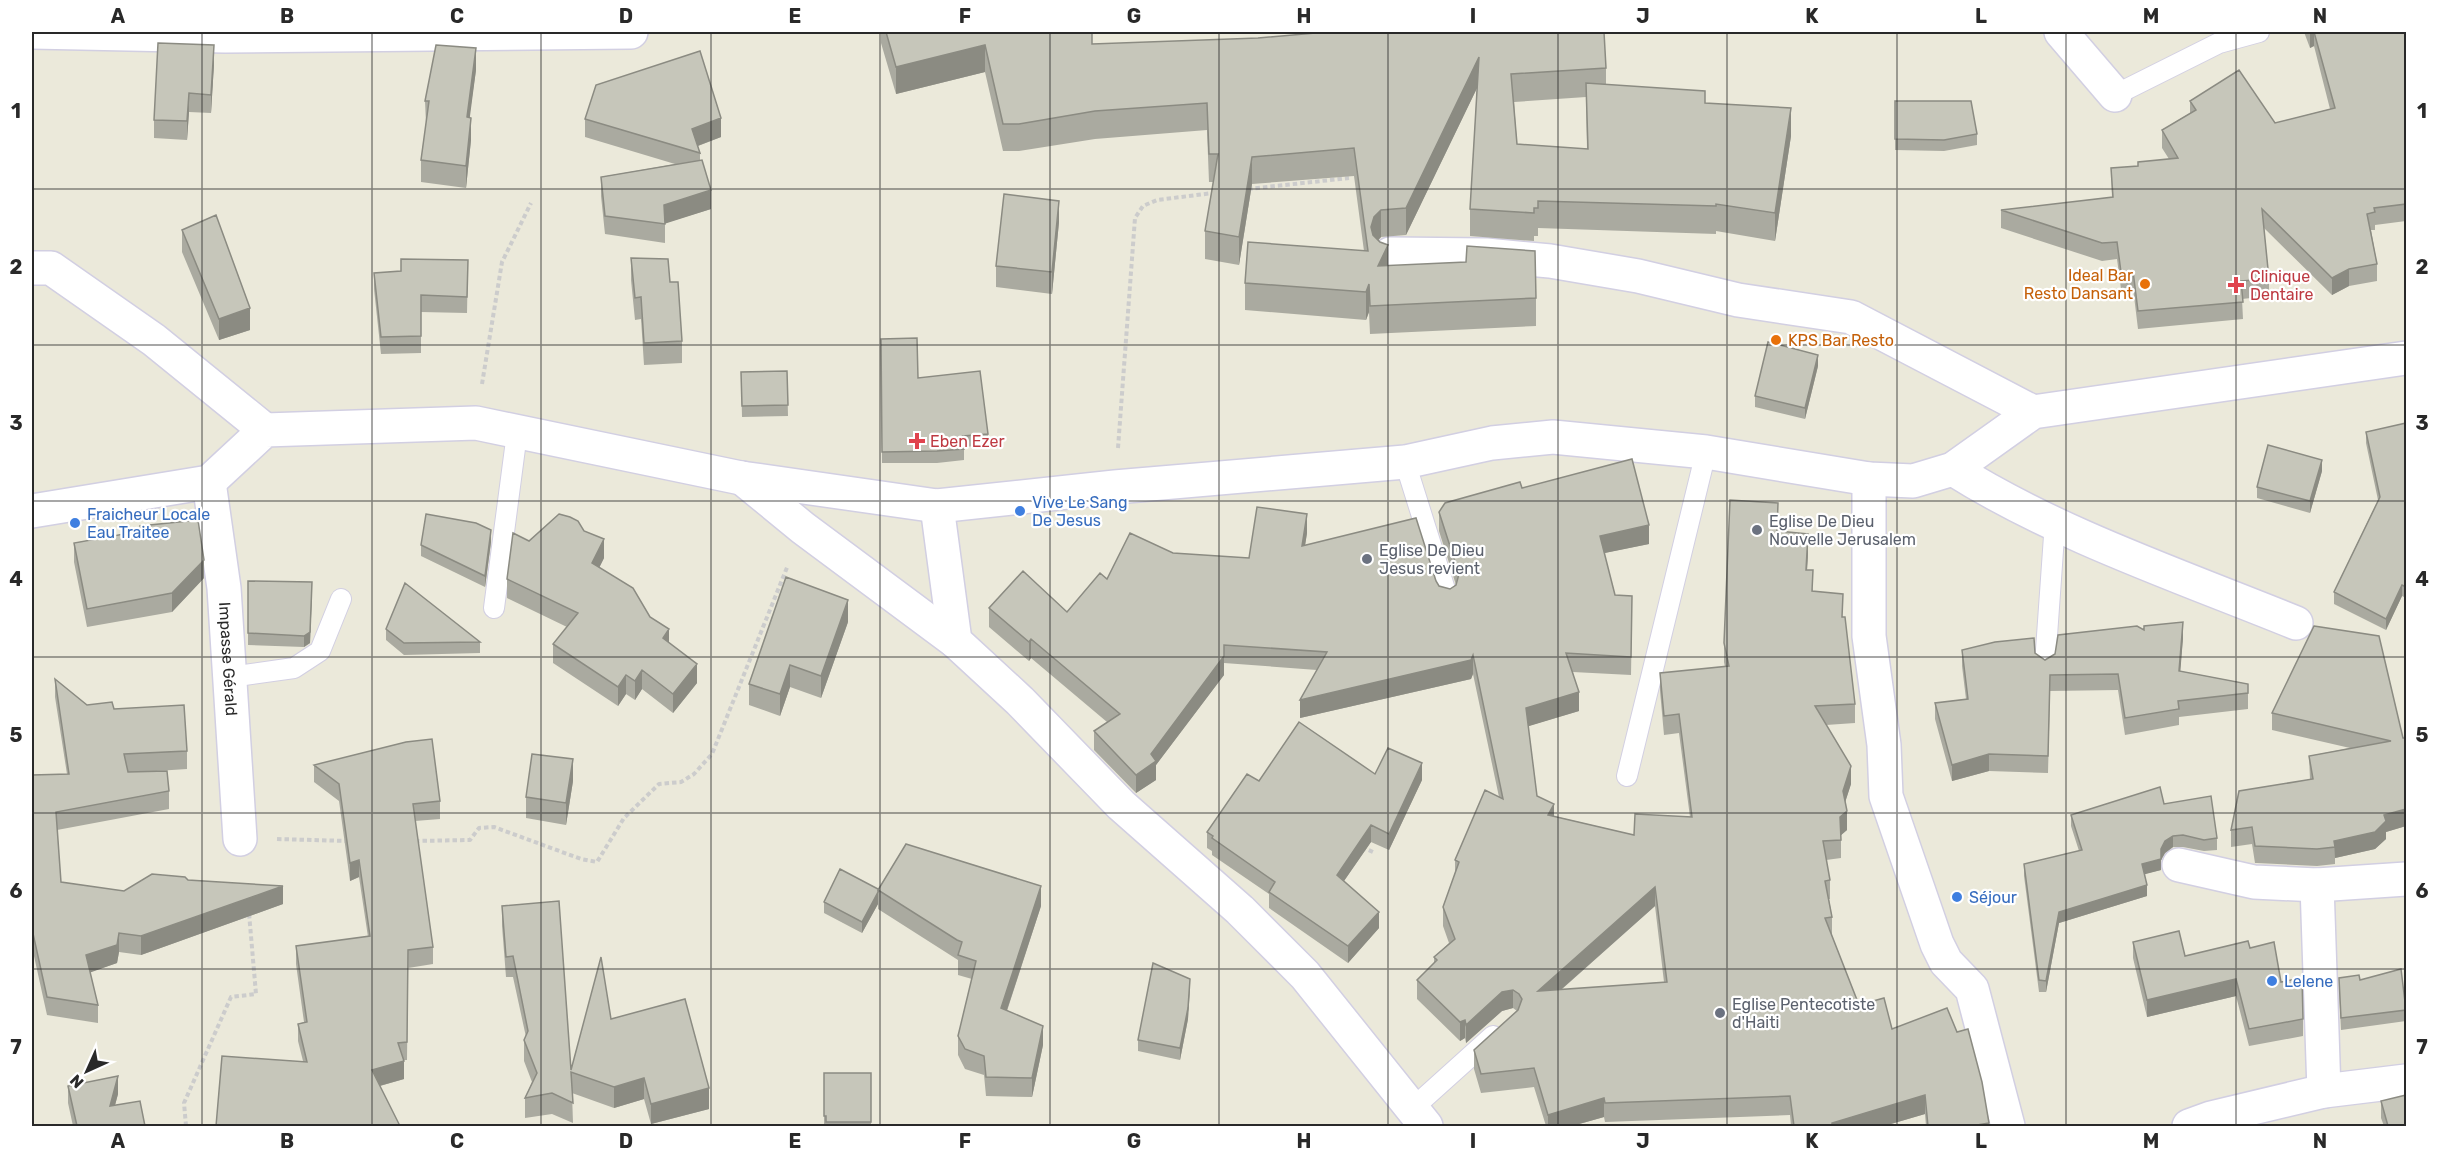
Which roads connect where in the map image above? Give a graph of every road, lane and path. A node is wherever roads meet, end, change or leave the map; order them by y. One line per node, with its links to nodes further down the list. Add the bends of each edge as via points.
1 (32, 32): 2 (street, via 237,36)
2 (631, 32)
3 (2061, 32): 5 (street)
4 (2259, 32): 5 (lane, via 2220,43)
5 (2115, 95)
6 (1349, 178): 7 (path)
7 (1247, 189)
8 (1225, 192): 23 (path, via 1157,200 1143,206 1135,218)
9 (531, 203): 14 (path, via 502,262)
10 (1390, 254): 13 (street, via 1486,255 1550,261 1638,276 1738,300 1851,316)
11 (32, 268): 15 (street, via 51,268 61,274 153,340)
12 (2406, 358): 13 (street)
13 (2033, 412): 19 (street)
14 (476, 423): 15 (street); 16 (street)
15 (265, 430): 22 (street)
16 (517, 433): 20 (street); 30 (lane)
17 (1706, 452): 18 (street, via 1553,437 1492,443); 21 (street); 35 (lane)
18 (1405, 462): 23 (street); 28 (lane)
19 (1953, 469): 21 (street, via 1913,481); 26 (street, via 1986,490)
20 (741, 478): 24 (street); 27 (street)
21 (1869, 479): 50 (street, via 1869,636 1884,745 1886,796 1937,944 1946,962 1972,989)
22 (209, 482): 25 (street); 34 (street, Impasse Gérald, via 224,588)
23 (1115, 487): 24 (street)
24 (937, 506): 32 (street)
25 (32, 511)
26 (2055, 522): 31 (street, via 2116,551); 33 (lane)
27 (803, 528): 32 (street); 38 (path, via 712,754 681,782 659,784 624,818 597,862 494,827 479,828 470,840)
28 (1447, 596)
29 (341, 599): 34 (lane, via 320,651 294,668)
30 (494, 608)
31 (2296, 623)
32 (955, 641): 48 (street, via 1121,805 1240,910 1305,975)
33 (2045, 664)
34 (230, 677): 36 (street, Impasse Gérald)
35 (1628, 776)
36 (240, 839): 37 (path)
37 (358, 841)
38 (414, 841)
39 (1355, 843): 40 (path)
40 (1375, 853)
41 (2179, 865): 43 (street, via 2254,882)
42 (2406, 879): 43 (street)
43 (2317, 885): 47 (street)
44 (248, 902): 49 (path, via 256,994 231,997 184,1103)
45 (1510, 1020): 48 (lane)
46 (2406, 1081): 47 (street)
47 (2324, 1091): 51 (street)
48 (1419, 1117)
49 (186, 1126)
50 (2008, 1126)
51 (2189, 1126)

## EXERCISE BRIEF
Give back the material word for word and drop the pictures it holds.

## SOLUTION TO THIS EXERCISE
Which roads connect where in the map image above? Give a graph of every road, lane and path. A node is wherever roads meet, end, change or leave the map; order them by y. One line per node, with its links to nodes further down the list. Add the bends of each edge as via points.
1 (32, 32): 2 (street, via 237,36)
2 (631, 32)
3 (2061, 32): 5 (street)
4 (2259, 32): 5 (lane, via 2220,43)
5 (2115, 95)
6 (1349, 178): 7 (path)
7 (1247, 189)
8 (1225, 192): 23 (path, via 1157,200 1143,206 1135,218)
9 (531, 203): 14 (path, via 502,262)
10 (1390, 254): 13 (street, via 1486,255 1550,261 1638,276 1738,300 1851,316)
11 (32, 268): 15 (street, via 51,268 61,274 153,340)
12 (2406, 358): 13 (street)
13 (2033, 412): 19 (street)
14 (476, 423): 15 (street); 16 (street)
15 (265, 430): 22 (street)
16 (517, 433): 20 (street); 30 (lane)
17 (1706, 452): 18 (street, via 1553,437 1492,443); 21 (street); 35 (lane)
18 (1405, 462): 23 (street); 28 (lane)
19 (1953, 469): 21 (street, via 1913,481); 26 (street, via 1986,490)
20 (741, 478): 24 (street); 27 (street)
21 (1869, 479): 50 (street, via 1869,636 1884,745 1886,796 1937,944 1946,962 1972,989)
22 (209, 482): 25 (street); 34 (street, Impasse Gérald, via 224,588)
23 (1115, 487): 24 (street)
24 (937, 506): 32 (street)
25 (32, 511)
26 (2055, 522): 31 (street, via 2116,551); 33 (lane)
27 (803, 528): 32 (street); 38 (path, via 712,754 681,782 659,784 624,818 597,862 494,827 479,828 470,840)
28 (1447, 596)
29 (341, 599): 34 (lane, via 320,651 294,668)
30 (494, 608)
31 (2296, 623)
32 (955, 641): 48 (street, via 1121,805 1240,910 1305,975)
33 (2045, 664)
34 (230, 677): 36 (street, Impasse Gérald)
35 (1628, 776)
36 (240, 839): 37 (path)
37 (358, 841)
38 (414, 841)
39 (1355, 843): 40 (path)
40 (1375, 853)
41 (2179, 865): 43 (street, via 2254,882)
42 (2406, 879): 43 (street)
43 (2317, 885): 47 (street)
44 (248, 902): 49 (path, via 256,994 231,997 184,1103)
45 (1510, 1020): 48 (lane)
46 (2406, 1081): 47 (street)
47 (2324, 1091): 51 (street)
48 (1419, 1117)
49 (186, 1126)
50 (2008, 1126)
51 (2189, 1126)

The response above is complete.